Hopefully, you can make good use of these tools and articles. In the meantime...

Happy Writing, everybody!

Tuesday, February 5, 2019

4 Things I Do Before I Start Writing Everyday

A short while ago I wrote a post about how to write a novel; not the step-by-step process of outlining, editing, etc., but rather imperative resources or skills that need to be acquired or cultivated before writing a novel. One of the skills I highlighted was developing the habit of writing every day. Well today, I'm going to talk briefly about what I do before I write every day.

The first thing that I do before I begin typing away at my laptop is to ensure that I have all of my supplies for whatever project I am working on. For the novel that I am currently writing, this means making sure that I have my outline, my timeline, my research notes, plenty of blank paper, writing utensils, etc. All the materials that I will need to reference or use when I get into the thick of writing. I don't want to have to go searching for my notes on the University of Paris in the 13th century while I am in the middle of writing an action-packed or conflict-ridden scene. I need that sort of thing right at hand.

The second thing on my list of things to do before writing, and arguably the most important, is prayer. My writing is very much about my God, and for my God. Seeing as my end-game is glory for Him, I start off each writing session with a prayer.

Third, I make myself a cup of tea. This is vital. I have become convinced over the years that tea is the equivalent of gas for my brain which is the engine of my 'car'. I can write without tea, but I don't get as far.

The fourth task I must complete before writing is choosing the music that I will listen to during my writing session. Music helps me to block out the rest of the world and focus on my project and also blocks out any bunny trails my brain might otherwise decide to go on. I usually listen to classical music or movie soundtracks.

When these four things have been done, I get busy at the keyboard and hopefully write a decent amount of words before my tea either runs out or gets cold (the latter happens when I have tons of inspiration and don't have time to take a sip due to the vast amount of words I'm trying to get out of my brain...and is, therefore, rather reassuring. If my tea got cold, I know I was productive. But I digress...).

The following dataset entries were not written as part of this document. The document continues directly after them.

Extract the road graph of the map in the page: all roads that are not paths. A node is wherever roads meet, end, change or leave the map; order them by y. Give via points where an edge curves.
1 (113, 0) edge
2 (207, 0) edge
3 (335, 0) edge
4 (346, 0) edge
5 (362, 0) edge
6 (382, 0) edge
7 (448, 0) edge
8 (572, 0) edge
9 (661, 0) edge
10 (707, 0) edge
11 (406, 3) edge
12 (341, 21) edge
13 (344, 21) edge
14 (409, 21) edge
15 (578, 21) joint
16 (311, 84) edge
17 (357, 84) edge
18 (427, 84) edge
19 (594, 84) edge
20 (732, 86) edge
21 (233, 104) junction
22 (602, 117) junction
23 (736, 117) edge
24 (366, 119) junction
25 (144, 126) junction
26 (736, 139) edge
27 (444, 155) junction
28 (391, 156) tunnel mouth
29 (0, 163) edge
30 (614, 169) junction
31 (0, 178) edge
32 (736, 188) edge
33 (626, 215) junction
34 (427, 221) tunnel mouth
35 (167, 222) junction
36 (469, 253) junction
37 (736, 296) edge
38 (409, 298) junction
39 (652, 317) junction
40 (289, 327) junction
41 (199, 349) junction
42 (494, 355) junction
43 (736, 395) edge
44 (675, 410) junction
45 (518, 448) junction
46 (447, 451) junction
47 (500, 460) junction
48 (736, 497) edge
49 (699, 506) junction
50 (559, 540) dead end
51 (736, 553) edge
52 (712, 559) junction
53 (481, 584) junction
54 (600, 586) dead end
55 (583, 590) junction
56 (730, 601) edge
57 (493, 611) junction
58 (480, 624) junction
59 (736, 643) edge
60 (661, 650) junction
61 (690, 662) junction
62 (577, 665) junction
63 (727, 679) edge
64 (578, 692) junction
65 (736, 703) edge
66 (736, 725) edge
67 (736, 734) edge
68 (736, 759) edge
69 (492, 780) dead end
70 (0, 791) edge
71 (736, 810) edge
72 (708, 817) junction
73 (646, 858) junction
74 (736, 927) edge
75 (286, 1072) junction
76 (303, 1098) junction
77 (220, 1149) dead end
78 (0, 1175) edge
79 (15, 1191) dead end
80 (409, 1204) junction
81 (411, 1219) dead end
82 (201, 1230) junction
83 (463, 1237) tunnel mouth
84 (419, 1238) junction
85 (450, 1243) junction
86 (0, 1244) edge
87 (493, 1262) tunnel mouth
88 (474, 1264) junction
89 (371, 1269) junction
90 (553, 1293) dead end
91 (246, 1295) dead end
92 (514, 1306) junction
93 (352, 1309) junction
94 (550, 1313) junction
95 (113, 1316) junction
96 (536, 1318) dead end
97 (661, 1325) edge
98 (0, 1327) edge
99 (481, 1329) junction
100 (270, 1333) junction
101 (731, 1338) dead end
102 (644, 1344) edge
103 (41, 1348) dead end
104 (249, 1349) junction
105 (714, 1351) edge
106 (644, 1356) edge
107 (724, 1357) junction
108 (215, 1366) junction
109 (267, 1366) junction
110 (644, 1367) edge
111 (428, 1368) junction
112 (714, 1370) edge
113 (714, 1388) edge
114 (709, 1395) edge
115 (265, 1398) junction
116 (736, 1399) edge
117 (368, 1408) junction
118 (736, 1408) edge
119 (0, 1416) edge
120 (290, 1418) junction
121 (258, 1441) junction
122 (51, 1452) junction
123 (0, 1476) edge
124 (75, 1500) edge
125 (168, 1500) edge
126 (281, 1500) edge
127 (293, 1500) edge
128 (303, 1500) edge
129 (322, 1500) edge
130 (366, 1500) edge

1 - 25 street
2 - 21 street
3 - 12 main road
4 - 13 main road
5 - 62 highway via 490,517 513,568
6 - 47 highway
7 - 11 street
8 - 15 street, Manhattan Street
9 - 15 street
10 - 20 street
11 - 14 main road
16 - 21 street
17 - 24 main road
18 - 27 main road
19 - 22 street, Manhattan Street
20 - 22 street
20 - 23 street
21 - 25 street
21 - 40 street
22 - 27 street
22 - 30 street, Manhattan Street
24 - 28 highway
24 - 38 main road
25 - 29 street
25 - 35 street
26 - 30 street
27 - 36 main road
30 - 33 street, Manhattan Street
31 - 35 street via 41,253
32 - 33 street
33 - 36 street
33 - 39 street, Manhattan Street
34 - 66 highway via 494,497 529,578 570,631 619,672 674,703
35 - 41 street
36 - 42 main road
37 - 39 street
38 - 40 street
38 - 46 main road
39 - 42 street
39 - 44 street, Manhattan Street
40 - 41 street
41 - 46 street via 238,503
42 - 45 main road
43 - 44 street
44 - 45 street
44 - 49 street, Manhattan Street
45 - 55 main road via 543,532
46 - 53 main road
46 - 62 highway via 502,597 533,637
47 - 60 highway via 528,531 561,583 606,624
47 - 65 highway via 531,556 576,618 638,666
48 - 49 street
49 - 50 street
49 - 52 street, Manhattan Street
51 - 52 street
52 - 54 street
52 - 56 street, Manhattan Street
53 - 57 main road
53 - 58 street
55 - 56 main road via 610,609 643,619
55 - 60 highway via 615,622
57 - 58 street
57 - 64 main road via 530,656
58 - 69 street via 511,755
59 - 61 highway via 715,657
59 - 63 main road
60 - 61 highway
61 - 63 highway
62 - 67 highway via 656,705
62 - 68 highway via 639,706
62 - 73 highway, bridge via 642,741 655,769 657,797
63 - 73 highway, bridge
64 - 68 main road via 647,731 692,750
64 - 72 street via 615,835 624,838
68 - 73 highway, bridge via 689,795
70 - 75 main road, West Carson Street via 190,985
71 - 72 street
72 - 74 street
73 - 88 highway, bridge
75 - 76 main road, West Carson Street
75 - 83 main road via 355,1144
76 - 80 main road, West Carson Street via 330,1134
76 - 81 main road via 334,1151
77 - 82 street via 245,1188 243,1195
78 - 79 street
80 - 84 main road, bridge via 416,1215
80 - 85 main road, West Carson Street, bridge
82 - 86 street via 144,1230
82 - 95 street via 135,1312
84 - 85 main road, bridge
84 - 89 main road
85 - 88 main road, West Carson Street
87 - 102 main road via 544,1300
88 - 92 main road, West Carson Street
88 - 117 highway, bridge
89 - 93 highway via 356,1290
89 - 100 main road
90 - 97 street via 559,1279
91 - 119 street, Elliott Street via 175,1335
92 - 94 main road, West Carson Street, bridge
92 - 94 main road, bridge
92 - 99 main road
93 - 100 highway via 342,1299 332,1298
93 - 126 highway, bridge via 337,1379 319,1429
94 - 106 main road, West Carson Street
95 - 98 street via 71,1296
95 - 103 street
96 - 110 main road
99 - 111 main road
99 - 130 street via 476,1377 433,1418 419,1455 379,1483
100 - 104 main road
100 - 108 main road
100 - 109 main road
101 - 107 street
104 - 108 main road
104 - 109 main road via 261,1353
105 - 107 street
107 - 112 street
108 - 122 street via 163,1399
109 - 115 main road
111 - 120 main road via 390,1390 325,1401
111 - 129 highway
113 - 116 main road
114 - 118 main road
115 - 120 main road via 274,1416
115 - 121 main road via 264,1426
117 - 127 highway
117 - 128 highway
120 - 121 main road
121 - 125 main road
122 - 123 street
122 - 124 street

So, those are the 4 things that I have to do before every writing session to ensure productivity and quality of content. These four things don't apply to my blogging, however. Generally, when I sit down to blog it's because I've had a thought and want to get it down before I forget--because coming up with blog posts is often very difficult for me--or I don't have any thoughts at all and I just stare at a blinking cursor until something happens. It is entirely possible that if I implemented my novel writing essential 4 tasks, then my blogging experience would be that much better. I may, in fact, try this in future.

In the meantime, Happy Writing, everybody!